Seorang pejabat AS mengkonfirmasi bulan ini bahwa Trump meminta pembantu militer untuk rencana kemungkinan serangan terhadap Iran. Trump memutuskan untuk tidak melakukannya untuk menghindari konflik Timur Tengah yang lebih luas.
Pada bulan Januari, Trump memerintahkan serangan pesawat tak berawak AS di Baghdad yang menewaskan Mayor Jenderal Qassem Soleimani, komandan militer Iran yang paling kuat. Iran membalas dengan menembakkan rudal ke pangkalan AS di Irak.
Senator AS Chris Murphy, Demokrat teratas di subkomite Timur Tengah Senat AS, mengatakan di Twitter bahwa “pembunuhan ini tidak membuat Amerika, Israel atau dunia lebih aman”.
Sekretaris Jenderal PBB Antonio Guterres mendesak pengekangan untuk menghindari eskalasi ketegangan, kata juru bicaranya.

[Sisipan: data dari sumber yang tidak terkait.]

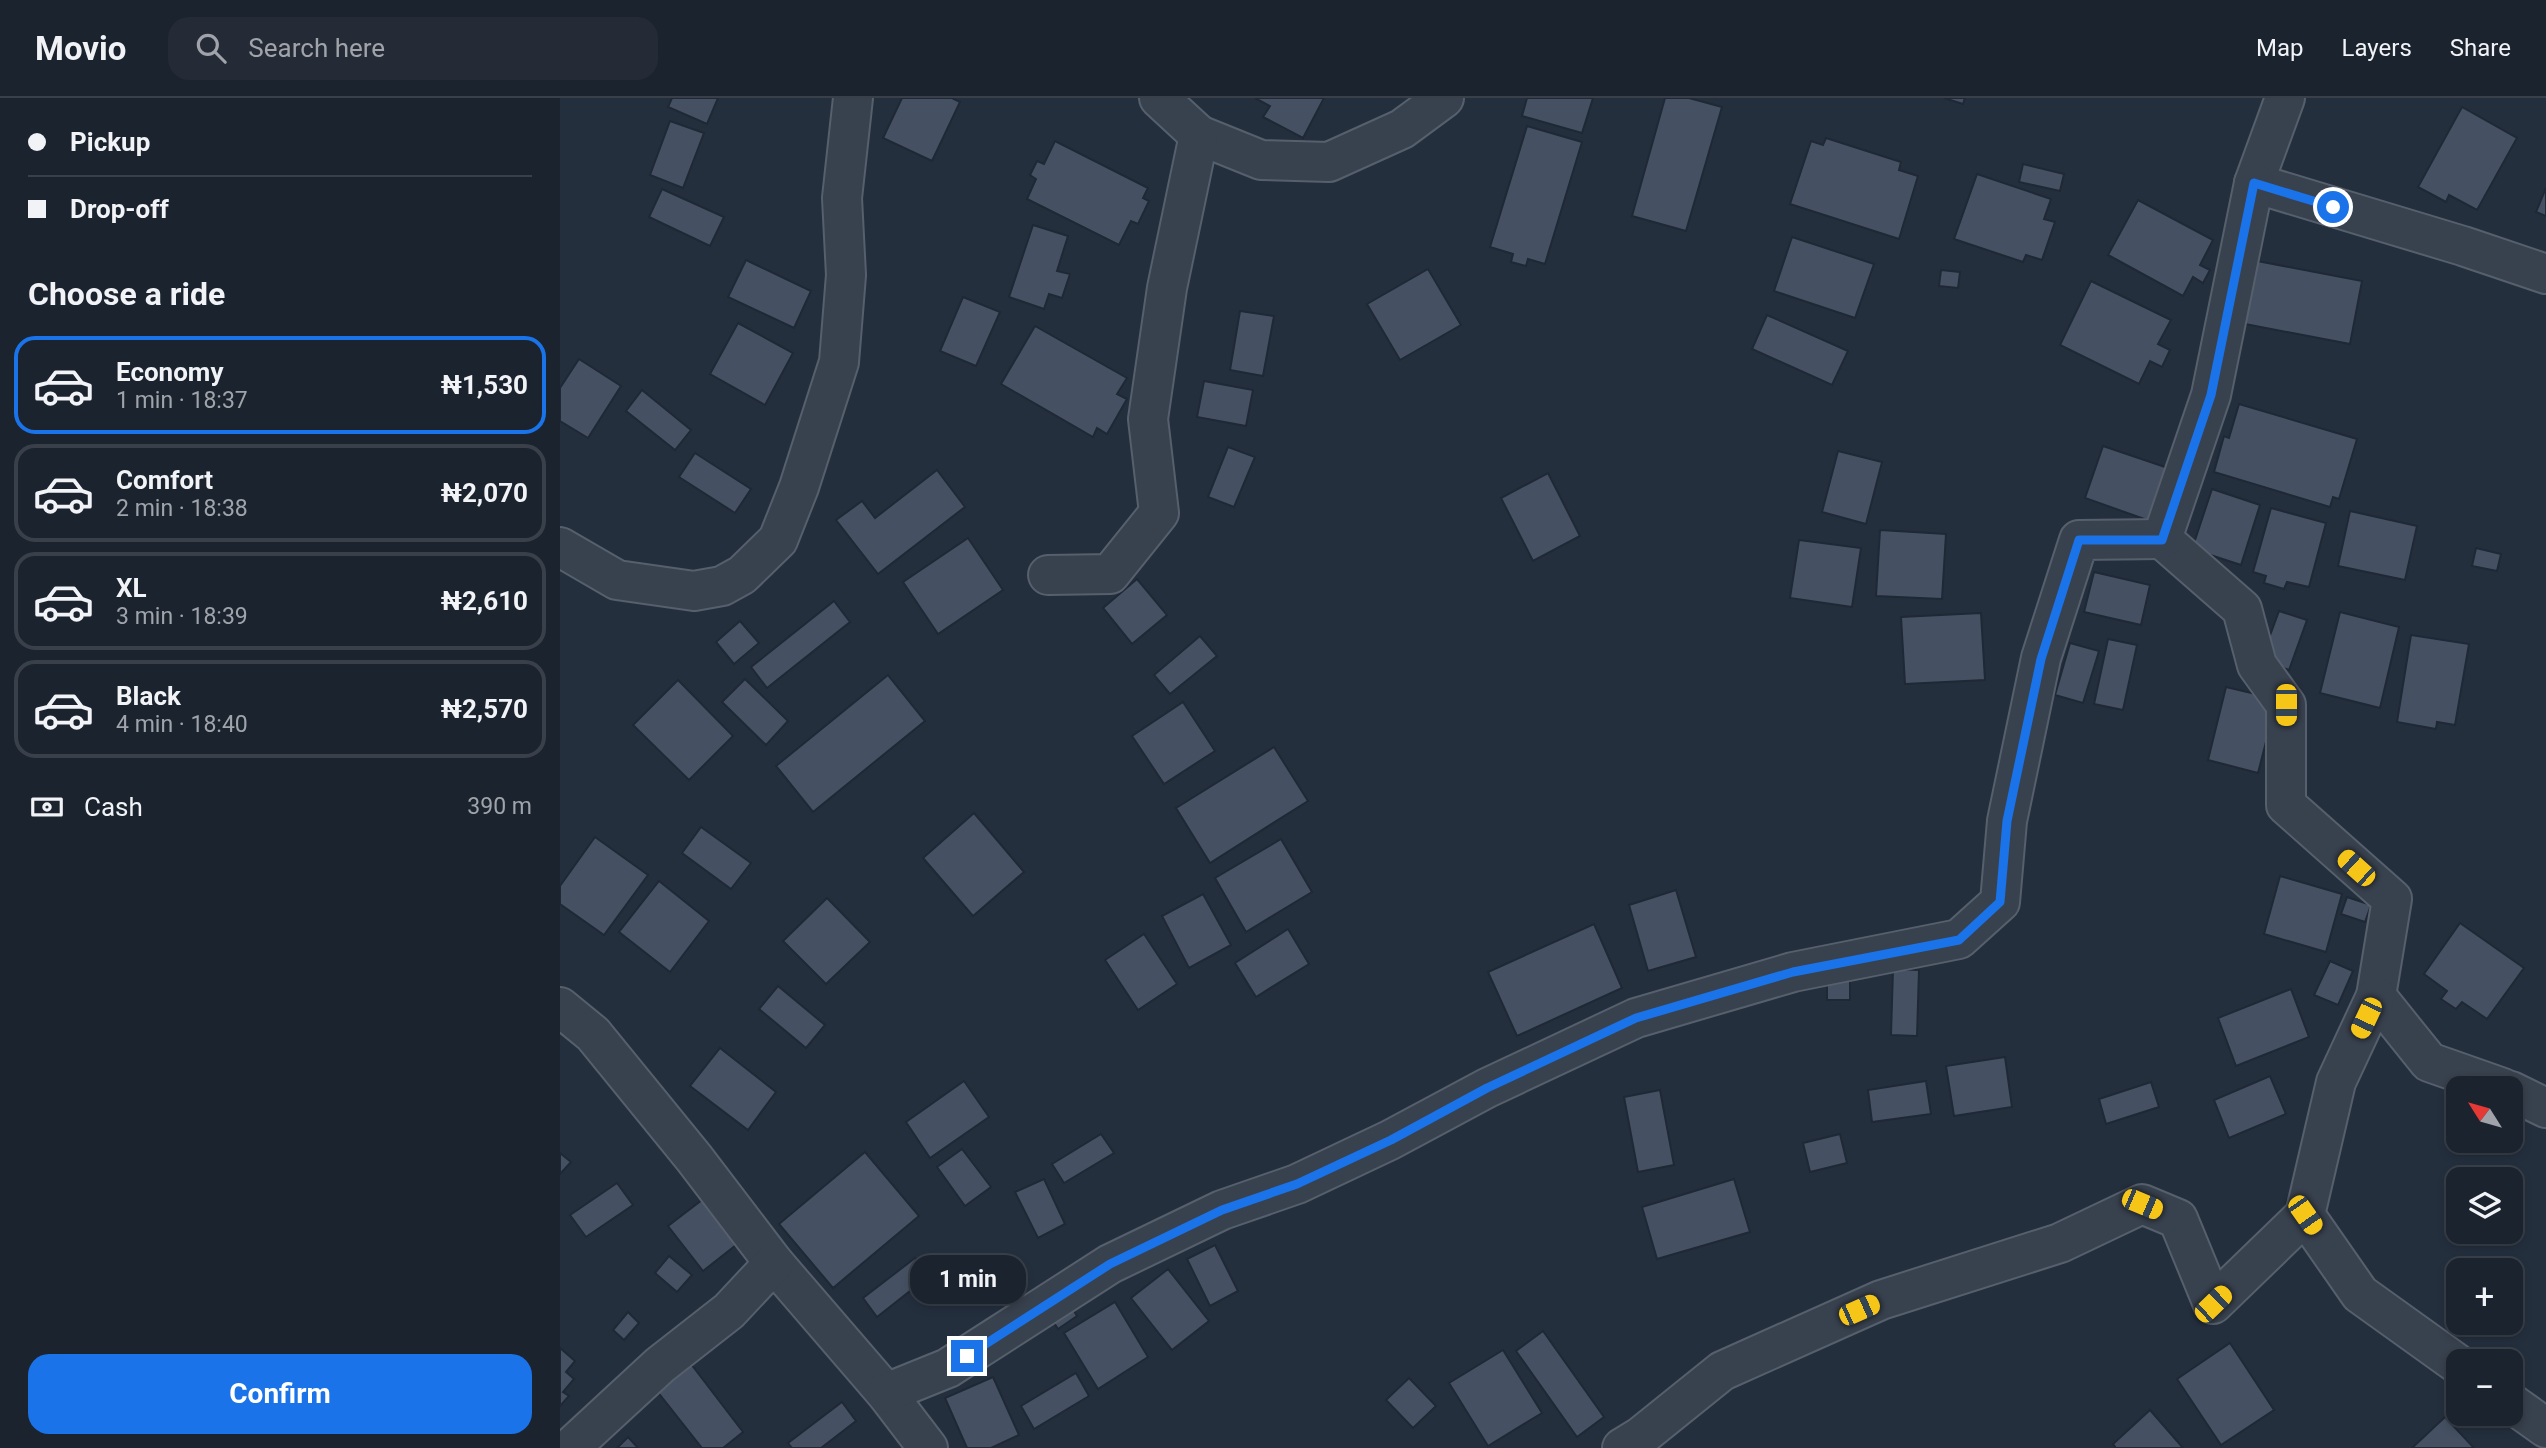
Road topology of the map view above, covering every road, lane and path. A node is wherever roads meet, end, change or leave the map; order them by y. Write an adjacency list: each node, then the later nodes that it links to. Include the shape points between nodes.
1 (853, 98): 9 (street, via 842,198 846,275 839,362 778,540 742,575 722,586 694,590 617,580)
2 (1159, 98): 5 (street)
3 (1444, 98): 5 (street, via 1402,129 1329,162 1261,160)
4 (2285, 98): 6 (street)
5 (1199, 135): 10 (street, via 1167,288 1148,419 1159,513 1110,574)
6 (2254, 183): 7 (street); 8 (street, via 2211,395)
7 (2546, 274)
8 (2162, 540): 11 (street, via 2242,609 2257,665 2286,705 2286,805 2392,899); 19 (street, via 2079,540 2041,659 2007,821 2000,902 1959,940 1793,972 1636,1018 1297,1184 1222,1210 1110,1264 948,1368)
9 (560, 547)
10 (1048, 575)
11 (2376, 996): 13 (street, via 2429,1062); 16 (street, via 2336,1082)
12 (560, 1007): 17 (street, via 593,1034)
13 (2469, 1076)
14 (2524, 1097): 15 (street)
15 (2546, 1108)
16 (2305, 1215): 18 (street, via 2360,1294); 22 (street, via 2213,1304 2178,1219 2142,1204 2060,1243 1881,1300 1722,1371)
17 (774, 1263): 19 (street); 23 (street, via 729,1311 660,1365)
18 (2446, 1356)
19 (886, 1393): 24 (street)
20 (2523, 1412): 21 (street)
21 (2546, 1428)
22 (1636, 1444)
23 (570, 1448)
24 (928, 1448)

Utusan Iran untuk PBB, Majid Takht Ravanchi, mengatakan dalam sebuah surat kepada Guterres bahwa Teheran “berhak untuk mengambil semua tindakan yang diperlukan” untuk mempertahankan diri. Dia juga meminta Dewan Keamanan PBB untuk mengutuk pembunuhan itu dan mengambil langkah-langkah “terhadap para pelakunya”.
‘Ingat nama itu’
Dr Fakhrizadeh tidak memiliki profil publik, tetapi diperkirakan telah memimpin apa yang pengawas nuklir PBB dan dinas intelijen AS yakini sebagai program senjata nuklir terkoordinasi di Iran, yang ditangguhkan pada tahun 2003.
Dia adalah satu-satunya ilmuwan Iran yang disebutkan dalam “penilaian akhir” Badan Energi Atom Internasional 2015 tentang pertanyaan terbuka tentang program nuklir Iran. Laporan itu mengatakan dia mengawasi kegiatan “untuk mendukung kemungkinan dimensi militer terhadap program nuklir (Iran)”.
Dia adalah tokoh sentral dalam presentasi oleh Perdana Menteri Israel Benjamin Netanyahu pada tahun 2018 yang menuduh Iran terus mencari senjata nuklir.
“Ingat nama itu, Fakhrizadeh,” kata Netanyahu saat itu.
Michael Mulroy, seorang pejabat senior Pentagon sebelumnya selama pemerintahan Trump, mengatakan pembunuhan Dr Fakhrizadeh akan mengatur kembali program nuklir Iran dan tingkat siaga harus dinaikkan di negara-negara di mana Iran dapat membalas.